■ PROBLEM STATEMENT
Pull every line with "Irene" from the data.

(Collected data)
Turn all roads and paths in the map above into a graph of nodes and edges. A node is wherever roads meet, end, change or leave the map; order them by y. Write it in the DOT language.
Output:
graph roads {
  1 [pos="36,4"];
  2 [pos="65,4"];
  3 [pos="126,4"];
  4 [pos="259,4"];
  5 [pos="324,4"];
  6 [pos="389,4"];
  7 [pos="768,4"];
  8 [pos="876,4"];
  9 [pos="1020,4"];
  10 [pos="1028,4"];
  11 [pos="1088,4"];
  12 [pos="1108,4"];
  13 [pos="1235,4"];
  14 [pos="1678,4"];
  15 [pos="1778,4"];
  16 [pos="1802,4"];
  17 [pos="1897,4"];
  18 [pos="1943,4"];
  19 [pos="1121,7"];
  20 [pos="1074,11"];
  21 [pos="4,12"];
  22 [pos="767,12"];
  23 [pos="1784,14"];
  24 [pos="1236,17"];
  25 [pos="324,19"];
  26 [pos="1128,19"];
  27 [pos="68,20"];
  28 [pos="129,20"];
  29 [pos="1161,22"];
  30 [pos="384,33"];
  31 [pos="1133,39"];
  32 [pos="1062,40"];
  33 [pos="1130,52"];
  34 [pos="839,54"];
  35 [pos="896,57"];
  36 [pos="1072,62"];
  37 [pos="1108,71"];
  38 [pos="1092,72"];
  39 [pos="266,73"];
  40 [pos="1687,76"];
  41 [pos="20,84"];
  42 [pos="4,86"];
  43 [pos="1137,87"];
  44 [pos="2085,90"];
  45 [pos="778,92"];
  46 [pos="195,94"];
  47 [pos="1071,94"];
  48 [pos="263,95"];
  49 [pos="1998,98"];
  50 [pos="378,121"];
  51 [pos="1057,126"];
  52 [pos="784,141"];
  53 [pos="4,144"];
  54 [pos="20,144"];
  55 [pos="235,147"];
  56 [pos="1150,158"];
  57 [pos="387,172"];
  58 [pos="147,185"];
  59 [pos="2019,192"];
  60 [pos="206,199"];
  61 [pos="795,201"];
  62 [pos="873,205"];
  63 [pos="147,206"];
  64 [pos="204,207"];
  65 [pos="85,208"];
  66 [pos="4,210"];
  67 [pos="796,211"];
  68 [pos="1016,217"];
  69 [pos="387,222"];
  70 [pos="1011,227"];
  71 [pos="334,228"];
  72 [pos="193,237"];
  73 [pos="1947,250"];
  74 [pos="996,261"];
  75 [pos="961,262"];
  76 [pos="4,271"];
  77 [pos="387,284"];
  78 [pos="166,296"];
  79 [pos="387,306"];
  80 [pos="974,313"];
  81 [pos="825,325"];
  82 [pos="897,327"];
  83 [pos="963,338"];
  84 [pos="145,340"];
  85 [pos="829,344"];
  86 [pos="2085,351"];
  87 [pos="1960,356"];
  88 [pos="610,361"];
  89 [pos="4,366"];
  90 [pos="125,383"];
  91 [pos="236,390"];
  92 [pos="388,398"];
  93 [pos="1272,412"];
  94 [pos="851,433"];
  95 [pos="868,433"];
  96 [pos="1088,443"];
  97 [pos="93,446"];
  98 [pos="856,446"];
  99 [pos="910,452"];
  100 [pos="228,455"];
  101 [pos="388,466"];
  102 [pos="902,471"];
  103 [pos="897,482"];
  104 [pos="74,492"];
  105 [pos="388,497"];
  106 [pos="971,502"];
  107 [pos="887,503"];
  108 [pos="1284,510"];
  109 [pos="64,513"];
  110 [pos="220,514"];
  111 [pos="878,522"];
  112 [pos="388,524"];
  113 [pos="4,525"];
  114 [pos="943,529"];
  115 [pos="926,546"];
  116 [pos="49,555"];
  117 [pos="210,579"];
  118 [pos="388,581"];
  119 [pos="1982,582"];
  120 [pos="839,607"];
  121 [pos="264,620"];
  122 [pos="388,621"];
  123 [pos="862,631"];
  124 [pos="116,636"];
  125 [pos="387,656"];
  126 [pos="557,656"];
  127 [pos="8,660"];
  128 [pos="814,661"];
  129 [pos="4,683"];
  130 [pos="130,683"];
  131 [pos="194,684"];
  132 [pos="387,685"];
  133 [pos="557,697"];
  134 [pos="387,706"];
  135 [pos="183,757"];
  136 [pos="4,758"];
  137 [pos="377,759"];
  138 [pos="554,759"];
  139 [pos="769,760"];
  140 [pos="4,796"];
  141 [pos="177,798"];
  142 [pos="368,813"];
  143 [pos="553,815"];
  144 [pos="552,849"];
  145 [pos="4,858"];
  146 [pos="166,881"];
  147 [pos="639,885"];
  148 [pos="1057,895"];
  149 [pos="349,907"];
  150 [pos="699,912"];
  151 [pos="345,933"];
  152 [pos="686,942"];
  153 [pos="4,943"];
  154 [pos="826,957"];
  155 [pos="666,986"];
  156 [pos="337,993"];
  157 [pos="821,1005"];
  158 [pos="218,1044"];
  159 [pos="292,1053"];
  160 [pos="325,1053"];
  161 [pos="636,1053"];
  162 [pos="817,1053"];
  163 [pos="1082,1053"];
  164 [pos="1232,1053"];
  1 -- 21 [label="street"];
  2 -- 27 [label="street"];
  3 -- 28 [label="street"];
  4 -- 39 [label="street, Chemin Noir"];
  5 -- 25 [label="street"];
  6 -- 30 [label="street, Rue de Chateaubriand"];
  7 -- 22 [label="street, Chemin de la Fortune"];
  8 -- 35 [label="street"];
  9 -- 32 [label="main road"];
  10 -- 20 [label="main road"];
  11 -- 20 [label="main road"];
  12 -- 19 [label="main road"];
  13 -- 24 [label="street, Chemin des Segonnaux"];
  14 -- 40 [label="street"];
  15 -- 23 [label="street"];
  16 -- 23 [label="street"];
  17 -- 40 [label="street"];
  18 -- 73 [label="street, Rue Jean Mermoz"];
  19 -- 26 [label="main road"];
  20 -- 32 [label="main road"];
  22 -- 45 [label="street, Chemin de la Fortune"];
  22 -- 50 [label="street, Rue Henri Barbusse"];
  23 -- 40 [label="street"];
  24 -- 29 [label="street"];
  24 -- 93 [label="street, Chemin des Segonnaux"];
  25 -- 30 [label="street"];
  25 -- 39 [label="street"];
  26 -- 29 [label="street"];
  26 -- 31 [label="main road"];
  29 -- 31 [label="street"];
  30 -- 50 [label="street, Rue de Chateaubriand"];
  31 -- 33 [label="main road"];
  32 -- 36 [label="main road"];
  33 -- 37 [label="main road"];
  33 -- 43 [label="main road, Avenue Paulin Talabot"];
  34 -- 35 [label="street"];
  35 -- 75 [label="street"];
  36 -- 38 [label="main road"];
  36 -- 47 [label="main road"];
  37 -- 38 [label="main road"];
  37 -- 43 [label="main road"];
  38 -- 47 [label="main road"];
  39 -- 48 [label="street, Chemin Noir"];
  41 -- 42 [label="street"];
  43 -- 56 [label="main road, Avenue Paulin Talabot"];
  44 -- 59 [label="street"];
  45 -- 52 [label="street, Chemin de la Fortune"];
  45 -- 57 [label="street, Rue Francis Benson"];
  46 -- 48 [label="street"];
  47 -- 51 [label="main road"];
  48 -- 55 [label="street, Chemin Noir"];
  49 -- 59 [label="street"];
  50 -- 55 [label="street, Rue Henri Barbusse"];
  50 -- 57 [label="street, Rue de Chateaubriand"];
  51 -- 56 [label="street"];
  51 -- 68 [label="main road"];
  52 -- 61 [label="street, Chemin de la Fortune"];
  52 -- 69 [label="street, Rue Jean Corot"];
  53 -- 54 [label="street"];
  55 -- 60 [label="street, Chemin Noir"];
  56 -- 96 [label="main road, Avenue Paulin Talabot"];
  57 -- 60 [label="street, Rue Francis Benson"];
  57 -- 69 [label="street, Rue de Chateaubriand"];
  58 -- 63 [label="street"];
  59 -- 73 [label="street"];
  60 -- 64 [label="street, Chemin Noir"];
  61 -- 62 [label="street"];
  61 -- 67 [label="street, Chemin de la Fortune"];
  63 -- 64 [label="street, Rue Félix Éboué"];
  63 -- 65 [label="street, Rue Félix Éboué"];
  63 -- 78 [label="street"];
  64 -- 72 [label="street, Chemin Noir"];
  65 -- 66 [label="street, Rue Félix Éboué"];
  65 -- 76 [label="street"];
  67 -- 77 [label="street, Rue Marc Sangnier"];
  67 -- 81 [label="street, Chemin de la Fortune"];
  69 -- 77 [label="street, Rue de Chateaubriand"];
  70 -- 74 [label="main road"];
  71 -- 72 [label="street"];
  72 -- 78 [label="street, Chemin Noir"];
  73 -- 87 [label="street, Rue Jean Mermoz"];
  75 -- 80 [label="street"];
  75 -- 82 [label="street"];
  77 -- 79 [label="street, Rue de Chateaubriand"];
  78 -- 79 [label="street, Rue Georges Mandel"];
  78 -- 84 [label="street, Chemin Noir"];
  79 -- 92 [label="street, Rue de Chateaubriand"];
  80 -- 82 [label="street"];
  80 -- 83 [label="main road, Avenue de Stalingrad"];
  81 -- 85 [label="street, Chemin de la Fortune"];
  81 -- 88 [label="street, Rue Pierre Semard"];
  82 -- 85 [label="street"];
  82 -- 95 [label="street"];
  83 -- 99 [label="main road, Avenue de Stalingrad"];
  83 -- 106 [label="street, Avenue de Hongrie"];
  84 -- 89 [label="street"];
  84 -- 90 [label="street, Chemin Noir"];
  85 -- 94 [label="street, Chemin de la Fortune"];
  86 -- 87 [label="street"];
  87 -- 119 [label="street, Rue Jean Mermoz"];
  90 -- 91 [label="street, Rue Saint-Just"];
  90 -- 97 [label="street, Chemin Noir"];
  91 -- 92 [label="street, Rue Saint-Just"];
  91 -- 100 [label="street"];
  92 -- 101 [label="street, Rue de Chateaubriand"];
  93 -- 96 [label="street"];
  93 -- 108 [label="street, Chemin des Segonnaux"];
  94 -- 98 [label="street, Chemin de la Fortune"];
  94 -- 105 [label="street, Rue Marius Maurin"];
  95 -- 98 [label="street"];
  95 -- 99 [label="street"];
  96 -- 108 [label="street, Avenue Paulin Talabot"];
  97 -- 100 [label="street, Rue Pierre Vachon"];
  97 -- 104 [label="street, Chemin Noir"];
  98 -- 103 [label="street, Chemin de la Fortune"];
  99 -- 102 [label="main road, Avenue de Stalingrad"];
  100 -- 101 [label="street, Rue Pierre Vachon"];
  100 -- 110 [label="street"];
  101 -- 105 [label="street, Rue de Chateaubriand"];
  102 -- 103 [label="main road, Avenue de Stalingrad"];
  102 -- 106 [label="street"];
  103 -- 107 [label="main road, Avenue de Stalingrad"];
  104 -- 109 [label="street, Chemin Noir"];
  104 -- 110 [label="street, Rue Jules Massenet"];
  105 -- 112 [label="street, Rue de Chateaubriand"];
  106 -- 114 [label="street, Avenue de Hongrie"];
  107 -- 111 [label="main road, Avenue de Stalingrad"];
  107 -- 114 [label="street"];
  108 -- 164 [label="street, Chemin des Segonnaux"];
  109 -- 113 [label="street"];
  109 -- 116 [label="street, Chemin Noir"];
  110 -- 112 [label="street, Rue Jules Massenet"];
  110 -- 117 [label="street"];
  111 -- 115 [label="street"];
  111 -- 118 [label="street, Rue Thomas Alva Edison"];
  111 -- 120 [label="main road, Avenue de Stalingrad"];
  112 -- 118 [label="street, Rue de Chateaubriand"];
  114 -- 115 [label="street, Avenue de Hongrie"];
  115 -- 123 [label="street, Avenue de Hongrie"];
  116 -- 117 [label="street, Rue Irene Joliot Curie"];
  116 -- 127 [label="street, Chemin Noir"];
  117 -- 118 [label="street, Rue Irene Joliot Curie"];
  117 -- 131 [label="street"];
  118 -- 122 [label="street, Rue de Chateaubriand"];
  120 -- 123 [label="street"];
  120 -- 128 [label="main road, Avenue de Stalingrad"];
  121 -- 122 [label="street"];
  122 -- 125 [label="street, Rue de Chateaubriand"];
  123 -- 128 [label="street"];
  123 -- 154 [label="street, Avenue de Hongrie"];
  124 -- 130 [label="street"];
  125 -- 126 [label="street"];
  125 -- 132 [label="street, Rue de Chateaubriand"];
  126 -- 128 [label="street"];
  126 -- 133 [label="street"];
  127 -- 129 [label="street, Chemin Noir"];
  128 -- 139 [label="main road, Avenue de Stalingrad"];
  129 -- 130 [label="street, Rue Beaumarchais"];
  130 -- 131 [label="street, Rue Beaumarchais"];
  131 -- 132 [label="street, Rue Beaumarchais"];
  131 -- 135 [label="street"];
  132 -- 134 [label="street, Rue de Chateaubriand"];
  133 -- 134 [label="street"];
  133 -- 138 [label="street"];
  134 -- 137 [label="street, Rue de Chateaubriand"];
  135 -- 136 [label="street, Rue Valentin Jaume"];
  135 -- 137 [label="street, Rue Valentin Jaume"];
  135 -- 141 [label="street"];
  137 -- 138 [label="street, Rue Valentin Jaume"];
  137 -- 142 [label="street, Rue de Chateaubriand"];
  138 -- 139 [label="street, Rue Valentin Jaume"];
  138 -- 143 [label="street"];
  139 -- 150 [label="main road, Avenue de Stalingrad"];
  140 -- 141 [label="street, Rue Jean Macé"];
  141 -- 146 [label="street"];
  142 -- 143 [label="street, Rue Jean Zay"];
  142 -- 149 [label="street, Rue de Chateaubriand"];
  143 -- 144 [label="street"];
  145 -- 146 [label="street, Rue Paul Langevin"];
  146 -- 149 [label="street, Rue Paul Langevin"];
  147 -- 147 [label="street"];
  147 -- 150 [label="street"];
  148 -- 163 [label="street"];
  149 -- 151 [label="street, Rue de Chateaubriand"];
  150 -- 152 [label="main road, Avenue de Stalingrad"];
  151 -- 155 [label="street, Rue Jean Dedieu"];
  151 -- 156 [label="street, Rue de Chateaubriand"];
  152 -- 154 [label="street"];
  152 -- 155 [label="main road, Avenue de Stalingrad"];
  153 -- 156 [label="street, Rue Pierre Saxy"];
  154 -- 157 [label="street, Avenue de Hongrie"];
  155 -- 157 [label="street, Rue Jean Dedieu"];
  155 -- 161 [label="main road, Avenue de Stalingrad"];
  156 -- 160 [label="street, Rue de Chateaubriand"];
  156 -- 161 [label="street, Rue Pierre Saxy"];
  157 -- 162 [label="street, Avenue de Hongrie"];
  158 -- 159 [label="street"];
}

■ RESPONSE
  116 -- 117 [label="street, Rue Irene Joliot Curie"];
  117 -- 118 [label="street, Rue Irene Joliot Curie"];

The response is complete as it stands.